Return the data exactly, without pictures.

Data supplied:
* * * *

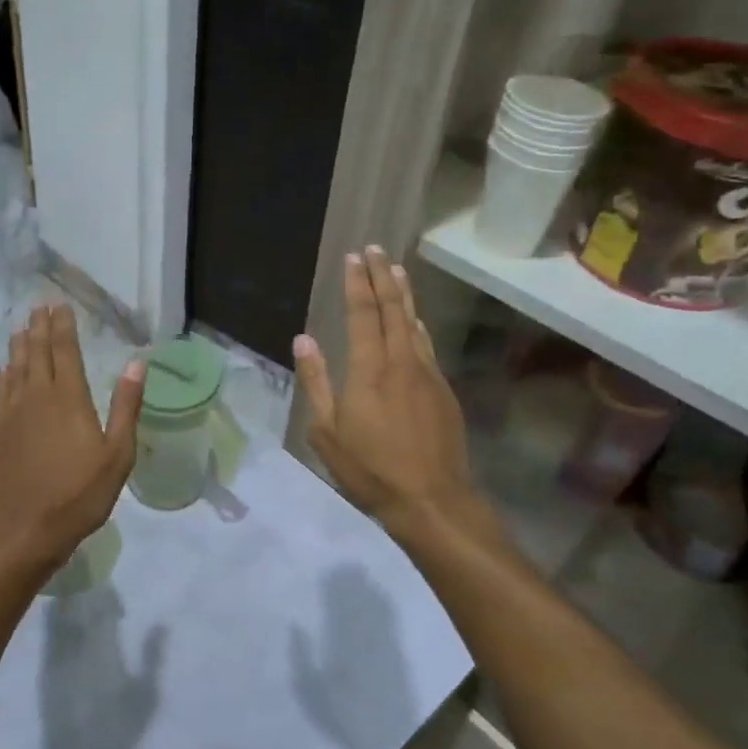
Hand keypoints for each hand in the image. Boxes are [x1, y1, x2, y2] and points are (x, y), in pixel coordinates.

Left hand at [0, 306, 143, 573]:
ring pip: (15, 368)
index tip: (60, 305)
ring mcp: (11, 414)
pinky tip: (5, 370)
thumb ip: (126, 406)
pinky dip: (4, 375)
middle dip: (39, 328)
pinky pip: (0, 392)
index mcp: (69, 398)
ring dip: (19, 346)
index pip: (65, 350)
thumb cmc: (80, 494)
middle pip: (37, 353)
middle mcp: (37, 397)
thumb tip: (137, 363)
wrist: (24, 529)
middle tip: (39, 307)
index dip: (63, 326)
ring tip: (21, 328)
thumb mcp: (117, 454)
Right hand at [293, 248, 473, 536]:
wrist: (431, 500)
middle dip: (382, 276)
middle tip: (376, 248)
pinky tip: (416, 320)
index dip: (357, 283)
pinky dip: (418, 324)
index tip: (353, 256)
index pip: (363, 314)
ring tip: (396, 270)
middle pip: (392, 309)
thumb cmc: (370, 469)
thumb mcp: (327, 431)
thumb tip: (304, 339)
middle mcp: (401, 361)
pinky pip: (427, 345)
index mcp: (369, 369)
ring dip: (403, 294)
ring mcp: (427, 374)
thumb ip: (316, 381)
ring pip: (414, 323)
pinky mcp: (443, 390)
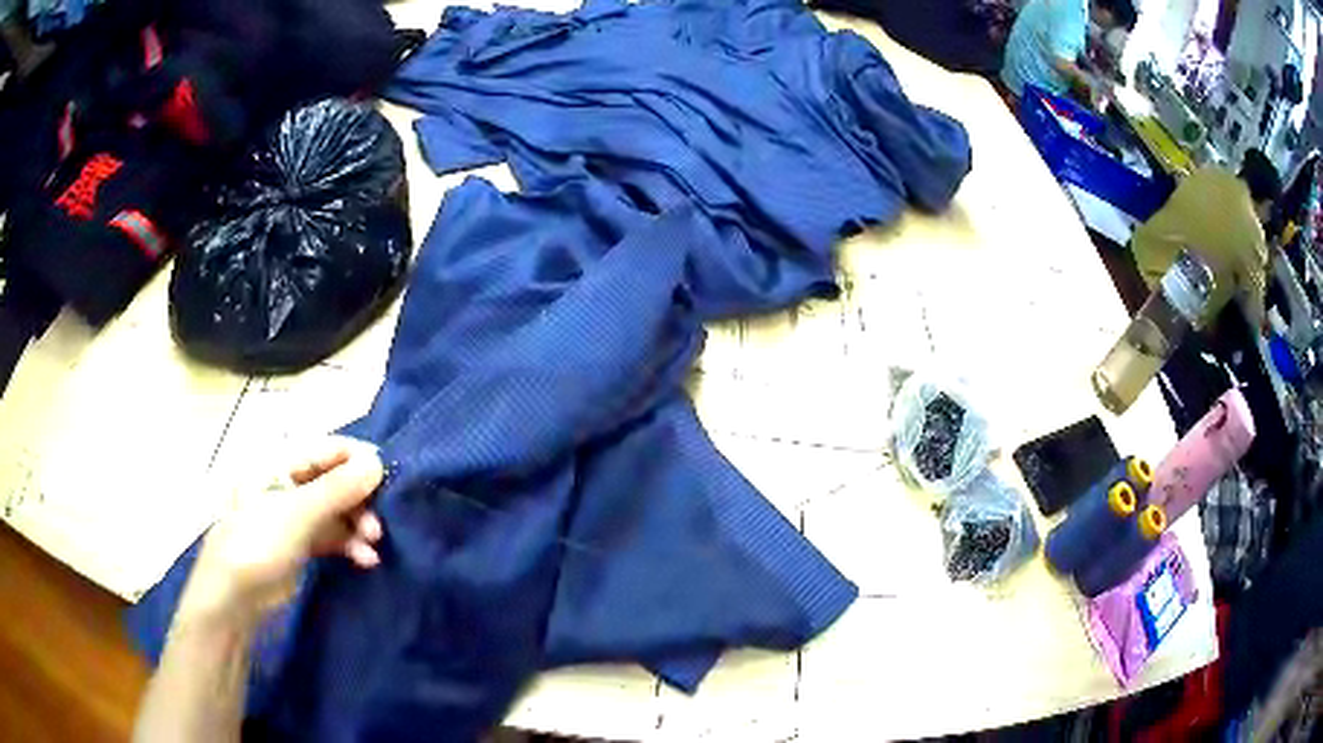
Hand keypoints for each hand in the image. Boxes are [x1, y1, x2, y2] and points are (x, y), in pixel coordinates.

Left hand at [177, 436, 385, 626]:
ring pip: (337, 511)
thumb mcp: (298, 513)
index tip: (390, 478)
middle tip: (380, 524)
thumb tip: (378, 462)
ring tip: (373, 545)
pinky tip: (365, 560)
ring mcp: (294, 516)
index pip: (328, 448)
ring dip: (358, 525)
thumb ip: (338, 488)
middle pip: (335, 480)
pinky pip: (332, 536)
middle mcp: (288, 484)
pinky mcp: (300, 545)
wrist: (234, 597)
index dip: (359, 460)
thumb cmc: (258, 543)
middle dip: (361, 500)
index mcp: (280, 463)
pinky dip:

* * * *

Solution to the problem:
Hand keypoints for each hand in the image. Boxes are [x1, y1, x2, y2] and points are (x, y), in pixel coordinates.

Left hand at [0, 306, 143, 573]:
ring pip: (15, 368)
index tip: (60, 305)
ring mcp: (11, 414)
pinky tip: (5, 370)
thumb ip: (126, 406)
pinky dip: (4, 375)
middle dip: (39, 328)
pinky pip: (0, 392)
index mcp: (69, 398)
ring dip: (19, 346)
index pip: (65, 350)
thumb cmc: (80, 494)
middle pip: (37, 353)
middle mcp: (37, 397)
thumb tip: (137, 363)
wrist: (24, 529)
middle tip: (39, 307)
index dip: (63, 326)
ring tip: (21, 328)
thumb mcp: (117, 454)
Right hand at [293, 248, 473, 536]:
wrist: (431, 500)
middle dip: (382, 276)
middle tip: (376, 248)
pinky tip: (416, 320)
index dip: (357, 283)
pinky dip: (418, 324)
index tip: (353, 256)
index pip: (363, 314)
ring tip: (396, 270)
middle pip: (392, 309)
thumb cmc: (370, 469)
thumb mcp: (327, 431)
thumb tip: (304, 339)
middle mcp: (401, 361)
pinky pip: (427, 345)
index mcp: (369, 369)
ring dip: (403, 294)
ring mcp: (427, 374)
thumb ip: (316, 381)
ring pip: (414, 323)
pinky mcp: (443, 390)
Hand keypoints for each hand in the image. Boxes are [x1, y1, x2, y2] and points are (x, y), in pixel coordinates.

Left hand at [177, 436, 385, 626]:
ring pip: (337, 511)
thumb mcp: (298, 513)
index tip: (390, 478)
middle tip: (380, 524)
thumb tip: (378, 462)
ring tip: (373, 545)
pinky tip: (365, 560)
ring mcp: (294, 516)
index pip: (328, 448)
ring dip: (358, 525)
thumb ip: (338, 488)
middle pip: (335, 480)
pinky pip: (332, 536)
middle mcp: (288, 484)
pinky mcp: (300, 545)
wrist: (234, 597)
index dip: (359, 460)
thumb cmc: (258, 543)
middle dip: (361, 500)
index mcp: (280, 463)
pinky dip:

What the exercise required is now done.